Escalade soudaine dans le Sud-Yémen : des frappes signalées
Les tensions ont brusquement augmenté au Yémen après des accusations du Conseil de transition du Sud (STC) affirmant que l’Arabie saoudite a mené des frappes vendredi 26 décembre contre des positions séparatistes à l’est, dans des provinces riches en pétrole. Le STC, soutenu par les Émirats arabes unis mais opposé aux Houthis, dit rester déterminé tout en se déclarant «ouvert à des arrangements». Des vidéos d’explosions dans la région de Hadhramout ont été authentifiées par des médias, ce qui alimente les craintes d’une nouvelle phase d’escalade régionale.
Le contexte : un Yémen fragmenté et volatile
Le conflit yéménite oppose plusieurs acteurs aux objectifs divergents : les rebelles houthis soutenus par l’Iran, le gouvernement reconnu soutenu par l’Arabie saoudite, et des forces locales comme le STC qui revendiquent la restauration du Yémen du Sud. Exemple précis : début décembre, le STC a pris le contrôle de deux provinces, provoquant la rupture fragile d’alliances internes et un risque de confrontation entre anciens partenaires.
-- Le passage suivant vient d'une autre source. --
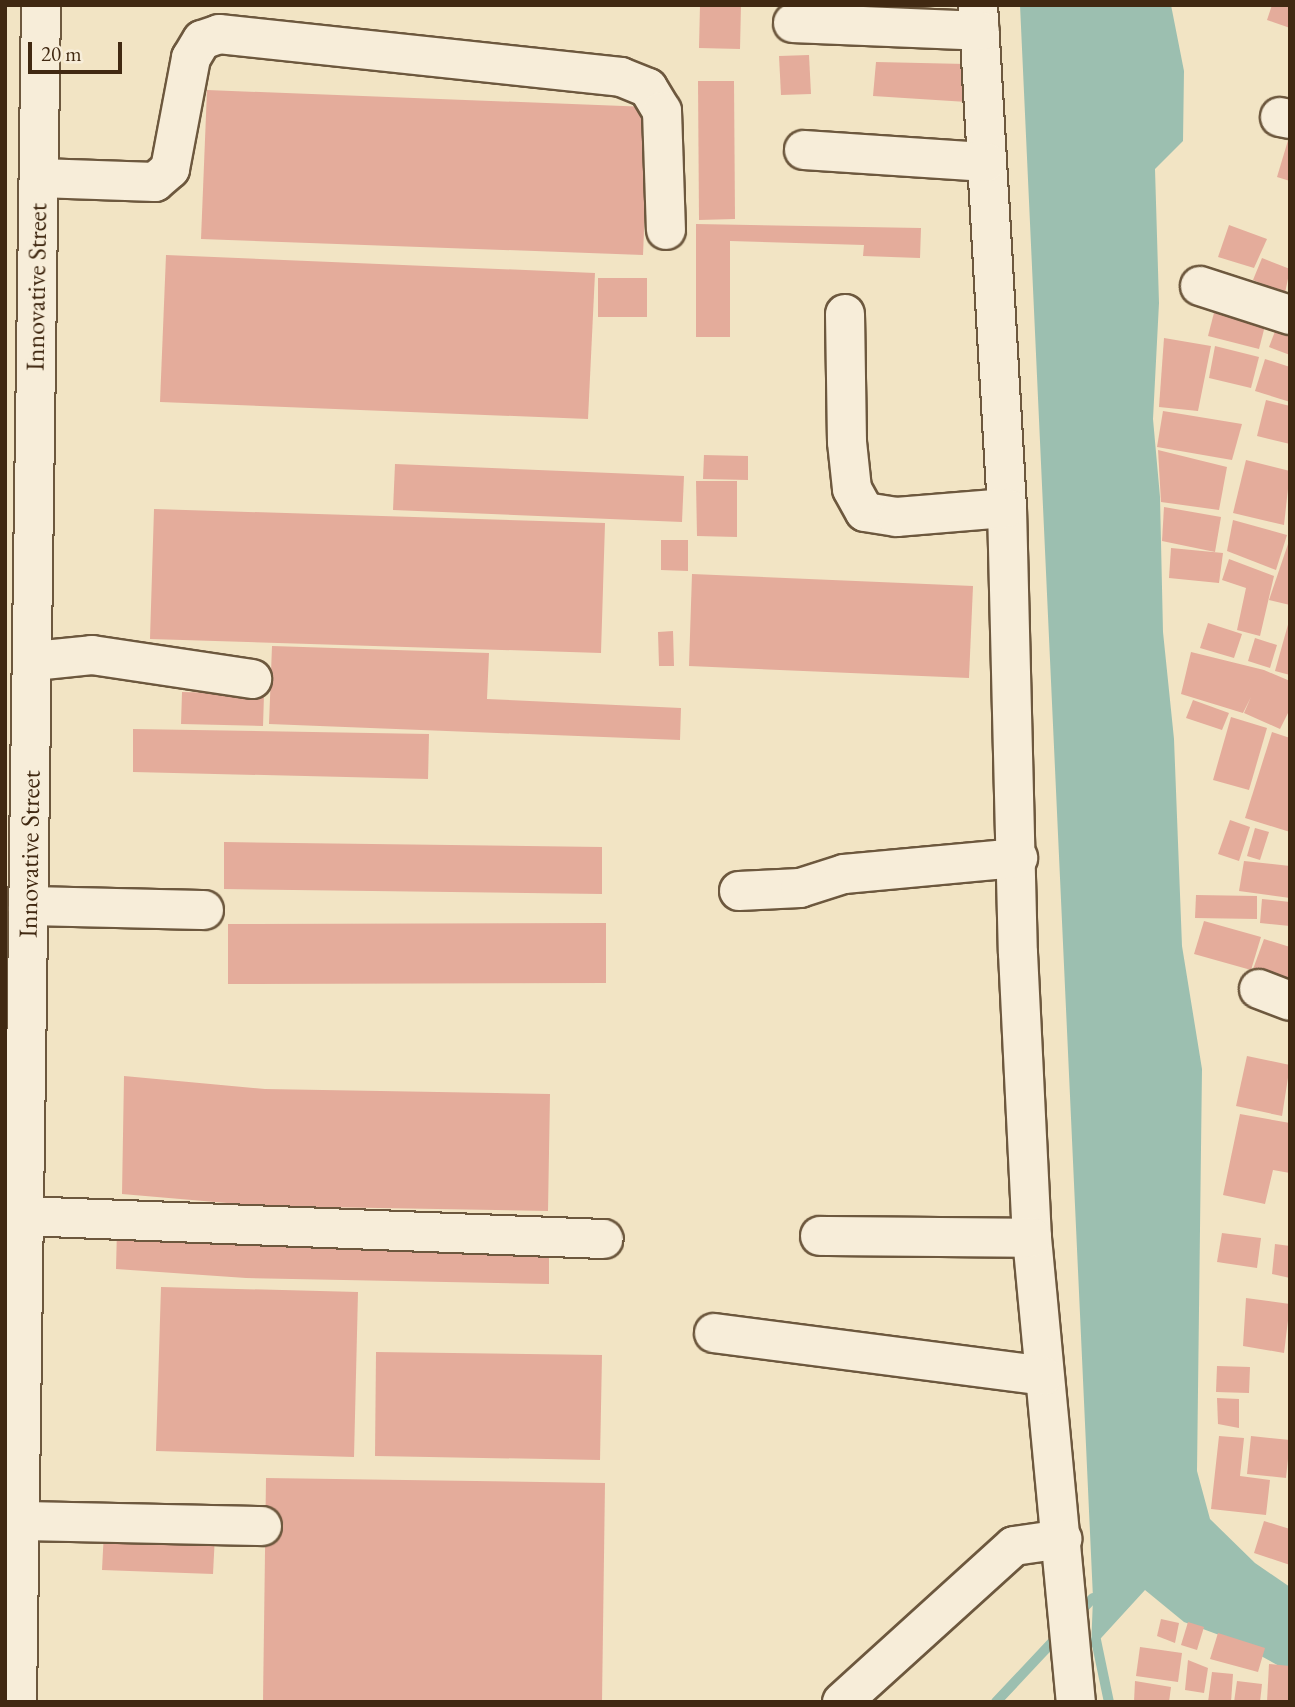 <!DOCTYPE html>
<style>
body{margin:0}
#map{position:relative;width:1295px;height:1707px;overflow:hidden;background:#f2e4c4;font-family:"EB Garamond",serif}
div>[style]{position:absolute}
.water>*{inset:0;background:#9cbfb0}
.stream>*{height:10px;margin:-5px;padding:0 5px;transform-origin:5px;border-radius:5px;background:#9cbfb0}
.building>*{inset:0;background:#e4ac9b}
.roads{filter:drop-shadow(2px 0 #6d583e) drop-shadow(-2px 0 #6d583e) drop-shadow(0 2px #6d583e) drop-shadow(0 -2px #6d583e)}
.minor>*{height:38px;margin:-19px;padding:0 19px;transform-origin:19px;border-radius:19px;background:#f7edd9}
span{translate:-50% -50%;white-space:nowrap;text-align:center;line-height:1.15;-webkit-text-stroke:6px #f7edd9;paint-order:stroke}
.street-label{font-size:26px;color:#412912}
.frame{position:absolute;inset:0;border:7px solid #412912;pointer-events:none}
.scale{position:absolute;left:28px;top:42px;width:94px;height:32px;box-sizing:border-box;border:4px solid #412912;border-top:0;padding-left:9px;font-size:21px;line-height:24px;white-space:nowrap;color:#412912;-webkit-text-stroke:5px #f7edd9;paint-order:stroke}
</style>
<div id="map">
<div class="water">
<i style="clip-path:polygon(1020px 5px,1171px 5px,1184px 71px,1183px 141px,1155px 169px,1159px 303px,1153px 419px,1160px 497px,1163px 632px,1174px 739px,1182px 946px,1202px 1069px,1197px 1471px,1210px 1519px,1255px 1563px,1290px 1587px,1290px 1672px,1230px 1639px,1184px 1622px,1145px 1590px,1091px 1649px,1093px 1598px)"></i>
</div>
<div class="stream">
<i style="left:1078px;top:1614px;width:22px;rotate:-47deg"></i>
<i style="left:1096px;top:1640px;width:63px;rotate:78.2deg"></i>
<i style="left:996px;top:1702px;width:91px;rotate:-46.8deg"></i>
</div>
<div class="building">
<i style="clip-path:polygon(700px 5px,741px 5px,740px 49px,699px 48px)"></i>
<i style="clip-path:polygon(1272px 5px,1290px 5px,1290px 28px,1267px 20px)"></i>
<i style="clip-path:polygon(809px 55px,811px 94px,781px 95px,779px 56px)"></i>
<i style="clip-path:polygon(876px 62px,966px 64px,967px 102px,873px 96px)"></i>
<i style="clip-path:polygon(698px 81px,734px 81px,735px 219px,699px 220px)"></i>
<i style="clip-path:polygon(207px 90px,649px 107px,643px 255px,201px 239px)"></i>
<i style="clip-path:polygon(1289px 137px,1290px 137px,1290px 181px,1277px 177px)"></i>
<i style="clip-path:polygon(696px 224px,921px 228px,920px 258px,863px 256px,864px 245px,730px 241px,730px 337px,696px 337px)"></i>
<i style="clip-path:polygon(1229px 225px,1267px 239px,1254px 268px,1218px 257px)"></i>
<i style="clip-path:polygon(166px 255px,595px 273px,588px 419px,160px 402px)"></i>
<i style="clip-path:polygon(1262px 258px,1290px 269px,1285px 293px,1253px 280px)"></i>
<i style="clip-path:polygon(598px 278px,647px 278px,647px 317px,598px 317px)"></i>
<i style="clip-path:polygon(1216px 305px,1267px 318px,1259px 349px,1208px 336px)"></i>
<i style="clip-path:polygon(1277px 326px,1290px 330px,1290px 355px,1269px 347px)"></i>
<i style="clip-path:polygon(1164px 338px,1211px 346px,1198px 411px,1159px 407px)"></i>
<i style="clip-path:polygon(1215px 346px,1259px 357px,1251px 388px,1209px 378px)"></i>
<i style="clip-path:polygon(1265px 359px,1290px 367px,1290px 402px,1255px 391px)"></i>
<i style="clip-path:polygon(1266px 400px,1290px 406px,1290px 444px,1257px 436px)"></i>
<i style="clip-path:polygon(1163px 411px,1242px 424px,1232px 460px,1157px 447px)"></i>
<i style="clip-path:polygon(1158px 450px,1227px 467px,1219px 510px,1161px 502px)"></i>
<i style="clip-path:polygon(704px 455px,748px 456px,748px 480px,703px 479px)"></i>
<i style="clip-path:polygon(1246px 460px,1290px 471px,1284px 525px,1233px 513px)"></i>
<i style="clip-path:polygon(395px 464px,684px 476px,682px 522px,393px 510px)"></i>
<i style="clip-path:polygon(696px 481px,737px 481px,737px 537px,697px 536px)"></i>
<i style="clip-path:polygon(1164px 507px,1221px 517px,1215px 552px,1162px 541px)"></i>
<i style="clip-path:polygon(154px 509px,605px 523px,601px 653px,150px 639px)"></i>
<i style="clip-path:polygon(1233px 520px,1287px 535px,1276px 570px,1227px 551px)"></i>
<i style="clip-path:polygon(661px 540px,688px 540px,688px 571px,661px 570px)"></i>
<i style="clip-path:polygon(1289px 541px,1290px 541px,1290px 605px,1269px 600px)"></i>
<i style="clip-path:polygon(1171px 548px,1223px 553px,1219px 583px,1169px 578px)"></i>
<i style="clip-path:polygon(1229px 559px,1274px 576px,1260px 636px,1237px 630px,1246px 588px,1222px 580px)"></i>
<i style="clip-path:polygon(692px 574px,973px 586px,969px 678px,689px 666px)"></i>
<i style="clip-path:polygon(1289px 621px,1290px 621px,1290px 675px,1275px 671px)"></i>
<i style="clip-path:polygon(1208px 623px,1242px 634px,1234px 658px,1200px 648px)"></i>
<i style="clip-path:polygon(673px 631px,674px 666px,659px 666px,658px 632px)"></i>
<i style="clip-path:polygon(1255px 638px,1277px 645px,1270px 668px,1248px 661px)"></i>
<i style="clip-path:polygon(272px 646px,489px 653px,487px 699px,681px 708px,680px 740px,269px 724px)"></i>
<i style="clip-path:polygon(1191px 652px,1264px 670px,1290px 681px,1290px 709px,1280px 729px,1244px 713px,1251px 697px,1243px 713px,1181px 694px)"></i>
<i style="clip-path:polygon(182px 692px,264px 694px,263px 726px,181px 724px)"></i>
<i style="clip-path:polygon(1193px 700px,1229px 713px,1222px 730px,1186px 718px)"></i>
<i style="clip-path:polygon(1231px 717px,1267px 728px,1249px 790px,1213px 780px)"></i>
<i style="clip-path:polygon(133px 729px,429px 734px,428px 779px,133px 772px)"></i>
<i style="clip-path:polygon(1272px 732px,1290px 738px,1290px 832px,1245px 818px)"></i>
<i style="clip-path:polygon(1230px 820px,1250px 827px,1239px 861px,1218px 854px)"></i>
<i style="clip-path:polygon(1255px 828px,1269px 832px,1260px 860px,1247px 856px)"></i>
<i style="clip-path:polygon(224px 842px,602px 847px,602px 894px,224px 889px)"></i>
<i style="clip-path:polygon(1244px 861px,1290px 866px,1290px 898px,1239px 891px)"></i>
<i style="clip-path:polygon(1196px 895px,1257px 896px,1257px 919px,1195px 918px)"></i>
<i style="clip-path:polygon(1262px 899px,1290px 902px,1290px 926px,1260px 923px)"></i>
<i style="clip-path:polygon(1204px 921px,1261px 937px,1251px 970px,1194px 954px)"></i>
<i style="clip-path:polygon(606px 923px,606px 983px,228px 984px,228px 924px)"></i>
<i style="clip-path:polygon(1264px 939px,1290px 947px,1290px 985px,1252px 972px)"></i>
<i style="clip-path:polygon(1247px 1056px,1290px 1065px,1282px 1116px,1236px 1106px)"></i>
<i style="clip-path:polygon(124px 1076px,265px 1089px,550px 1094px,548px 1211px,263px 1206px,122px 1194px)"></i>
<i style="clip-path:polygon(1240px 1114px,1290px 1123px,1290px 1173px,1273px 1170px,1265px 1204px,1223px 1195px)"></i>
<i style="clip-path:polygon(117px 1229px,549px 1244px,549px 1284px,246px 1278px,116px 1269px)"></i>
<i style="clip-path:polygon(1222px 1233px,1261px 1238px,1257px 1268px,1217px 1262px)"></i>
<i style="clip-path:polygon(1275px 1244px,1290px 1246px,1290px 1278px,1272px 1274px)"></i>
<i style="clip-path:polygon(161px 1287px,358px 1292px,354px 1457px,156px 1451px)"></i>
<i style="clip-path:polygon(1246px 1298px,1290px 1304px,1284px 1353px,1243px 1346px)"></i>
<i style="clip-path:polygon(376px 1352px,602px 1355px,600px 1460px,375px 1456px)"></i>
<i style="clip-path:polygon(1217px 1366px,1250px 1367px,1249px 1393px,1216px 1392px)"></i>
<i style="clip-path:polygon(1217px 1398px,1239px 1399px,1239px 1428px,1218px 1424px)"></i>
<i style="clip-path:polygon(1219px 1436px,1244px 1438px,1240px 1476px,1270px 1480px,1266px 1515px,1211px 1509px)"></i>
<i style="clip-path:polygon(1251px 1436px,1290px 1440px,1286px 1478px,1247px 1474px)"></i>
<i style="clip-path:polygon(266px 1478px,605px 1483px,602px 1702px,263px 1702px)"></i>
<i style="clip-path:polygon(1264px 1521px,1290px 1529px,1290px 1565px,1254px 1553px)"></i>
<i style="clip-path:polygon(104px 1531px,215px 1535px,213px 1574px,102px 1570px)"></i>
<i style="clip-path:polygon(1161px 1619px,1179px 1623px,1175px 1643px,1157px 1636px)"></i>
<i style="clip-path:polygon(1188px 1622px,1204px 1627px,1197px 1650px,1181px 1645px)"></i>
<i style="clip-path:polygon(1218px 1633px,1265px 1648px,1258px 1672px,1210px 1659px)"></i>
<i style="clip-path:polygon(1140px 1647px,1182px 1653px,1178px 1682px,1136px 1676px)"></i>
<i style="clip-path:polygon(1188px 1660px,1208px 1668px,1204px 1693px,1185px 1690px)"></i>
<i style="clip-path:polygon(1269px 1664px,1290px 1666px,1290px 1702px,1267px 1702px)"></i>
<i style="clip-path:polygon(1212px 1672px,1233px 1674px,1231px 1702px,1208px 1702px)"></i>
<i style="clip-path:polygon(1135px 1681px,1171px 1687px,1169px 1702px,1134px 1702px)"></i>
<i style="clip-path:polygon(1237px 1681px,1262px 1684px,1260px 1702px,1234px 1702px)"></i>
</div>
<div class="roads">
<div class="minor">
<i style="left:978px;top:5px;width:504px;rotate:86.7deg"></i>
<i style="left:1007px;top:508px;width:445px;rotate:88.6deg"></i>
<i style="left:1018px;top:953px;width:285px;rotate:87.2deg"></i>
<i style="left:1032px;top:1238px;width:466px;rotate:84.6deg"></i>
<i style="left:793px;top:23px;width:187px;rotate:2.4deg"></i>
<i style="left:1280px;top:117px;width:10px;rotate:11deg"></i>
<i style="left:804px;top:150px;width:183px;rotate:3.8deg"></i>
<i style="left:39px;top:178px;width:116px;rotate:2deg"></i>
<i style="left:155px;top:182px;width:20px;rotate:-41deg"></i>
<i style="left:170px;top:169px;width:113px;rotate:-79.3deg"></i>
<i style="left:191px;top:58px;width:21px;rotate:-59deg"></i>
<i style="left:202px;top:40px;width:18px;rotate:-19deg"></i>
<i style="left:219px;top:34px;width:404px;rotate:6.1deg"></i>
<i style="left:621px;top:77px;width:29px;rotate:22deg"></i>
<i style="left:648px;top:88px;width:27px;rotate:59deg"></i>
<i style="left:662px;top:111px;width:119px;rotate:88.1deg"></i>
<i style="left:1200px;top:286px;width:95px;rotate:17.9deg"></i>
<i style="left:845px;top:314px;width:128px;rotate:89.1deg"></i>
<i style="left:847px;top:442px;width:47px;rotate:83.9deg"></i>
<i style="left:852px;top:489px;width:26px;rotate:61deg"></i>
<i style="left:865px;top:512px;width:32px;rotate:9deg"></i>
<i style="left:897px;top:517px;width:110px;rotate:-4.7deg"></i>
<i style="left:34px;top:661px;width:58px;rotate:-5.9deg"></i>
<i style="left:92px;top:655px;width:162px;rotate:8.5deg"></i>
<i style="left:739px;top:891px;width:61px;rotate:-2.8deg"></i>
<i style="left:800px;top:888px;width:46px;rotate:-17.7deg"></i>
<i style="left:844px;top:874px;width:175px;rotate:-5.3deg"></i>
<i style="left:28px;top:906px;width:176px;rotate:1.3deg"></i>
<i style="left:1259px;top:989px;width:33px;rotate:21deg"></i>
<i style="left:23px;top:1216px;width:581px;rotate:2.27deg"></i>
<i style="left:820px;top:1236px;width:212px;rotate:0.5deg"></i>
<i style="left:714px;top:1333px;width:332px;rotate:7.4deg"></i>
<i style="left:20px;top:1521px;width:242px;rotate:1.2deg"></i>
<i style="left:17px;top:1702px;width:1697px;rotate:-89.19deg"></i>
<i style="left:842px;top:1702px;width:232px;rotate:-42.2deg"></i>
<i style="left:1014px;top:1546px;width:49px;rotate:-8.3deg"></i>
</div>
</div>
<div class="street-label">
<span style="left:37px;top:287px;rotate:-89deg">Innovative Street</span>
<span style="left:30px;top:854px;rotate:-89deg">Innovative Street</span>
</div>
<div class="frame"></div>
<div class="scale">20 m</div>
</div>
Dimensions militaires et déploiements
Selon un responsable militaire yéménite, environ 15 000 combattants yéménites soutenus par l’Arabie saoudite seraient massés le long de certaines frontières. Le gouvernement dit n’avoir «reçu aucun ordre d’avancer», mais il a demandé à la coalition menée par Riyad de prendre des mesures militaires contre le STC. Exemples concrets des enjeux : sécurisation des champs pétrolifères, contrôle des routes côtières et protection des installations énergétiques.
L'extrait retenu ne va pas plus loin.